Dr Alan Drew from Queen Mary's Department of Physics and the University of Freiburg, Switzerland, who worked in collaboration with researchers from the Paul Scherrer Institute (PSI) in Switzerland, has for the first time measured how the magnetic polarisation is lost in a device similar to a hard drive 'read-head', which is found in every computer produced in the last decade.
Unlike most electronic components in which the electron's intrinsic electric field or charge is used to carry a signal, magnetic read-heads use the electron's intrinsic magnetic field - known as their 'spin' - to carry information.
Spin-valves are made up of at least three layers, two magnetic layers separated by a non-magnetic layer.
Dr. Drew revealed that he and his colleagues wanted to see how spins travel across the middle of the three layers, as any such information could help improve future generations of data storage.
He believes that the findings of his team may contribute significantly to the understanding of spintronic devices, and will allow new concepts to develop and aid in the discovery of novel devices and applications.
"Spintronics promise low-power circuits, possibly at the quantum level, and the possibility of combining communication, memory and logic on the same chip. The efficient transfer of spin in these devices remains one of the most difficult challenges facing physicists. One way of improving the efficiency of these devices could be to change the materials they are made from, but currently we are unable to predict what effects the different materials will have," Nature Materials quoted him as saying.

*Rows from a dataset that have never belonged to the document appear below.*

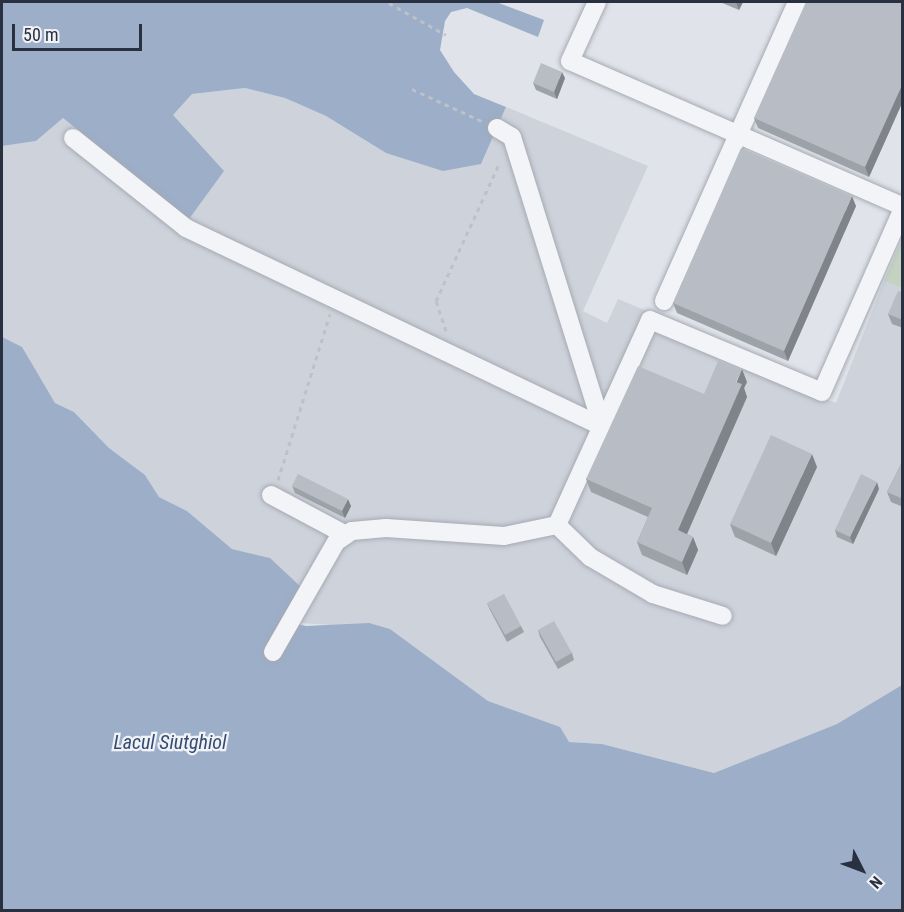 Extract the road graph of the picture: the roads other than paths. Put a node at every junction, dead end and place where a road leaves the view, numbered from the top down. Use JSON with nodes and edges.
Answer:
{"nodes":[{"id":1,"x":597,"y":2,"type":"edge"},
{"id":2,"x":797,"y":2,"type":"edge"},
{"id":3,"x":505,"y":132,"type":"road end"},
{"id":4,"x":738,"y":134,"type":"junction"},
{"id":5,"x":73,"y":138,"type":"dead end"},
{"id":6,"x":903,"y":206,"type":"edge"},
{"id":7,"x":903,"y":211,"type":"edge"},
{"id":8,"x":664,"y":301,"type":"dead end"},
{"id":9,"x":602,"y":426,"type":"junction"},
{"id":10,"x":271,"y":495,"type":"road end"},
{"id":11,"x":557,"y":525,"type":"junction"},
{"id":12,"x":346,"y":535,"type":"junction"},
{"id":13,"x":723,"y":616,"type":"dead end"},
{"id":14,"x":273,"y":652,"type":"dead end"}],
"edges":[{"from":1,"to":4,"type":"street"},
{"from":2,"to":4,"type":"street"},
{"from":3,"to":9,"type":"street"},
{"from":4,"to":6,"type":"street"},
{"from":4,"to":8,"type":"street"},
{"from":5,"to":9,"type":"street"},
{"from":7,"to":9,"type":"street"},
{"from":9,"to":11,"type":"street"},
{"from":10,"to":12,"type":"street"},
{"from":11,"to":12,"type":"street"},
{"from":11,"to":13,"type":"street"},
{"from":12,"to":14,"type":"street"}]}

What makes this research even more interesting is the fact that it involved the use of a new combination of materials to make the device.
Dr. Drew says: "When devices are made from organic materials, which have low manufacturing costs and are very flexible, the magnetic information can be preserved for extremely long times - over a million times longer than many materials used in today's technology. These new materials have the potential to create an entirely new generation of spin-enabled devices."
In their study report, the researchers describe how their team used muons, elementary particles that act like tiny magnets, to measure the magnetic field within the device.
Dr. Morenzoni, from PSI, says: "The muons have a high energy and must be slowed down before they can be used in the experiment and the equipment we used to do this is unique - PSI is the only source of 'slow' muons in the world, and the only equipment that can measure depth resolved magnetism."
The researchers think that further studies may, in the long run, help understand the fundamental operation of spintronics and hard drive read-heads, something that can be helpful in optimising the heads and improving computer storage.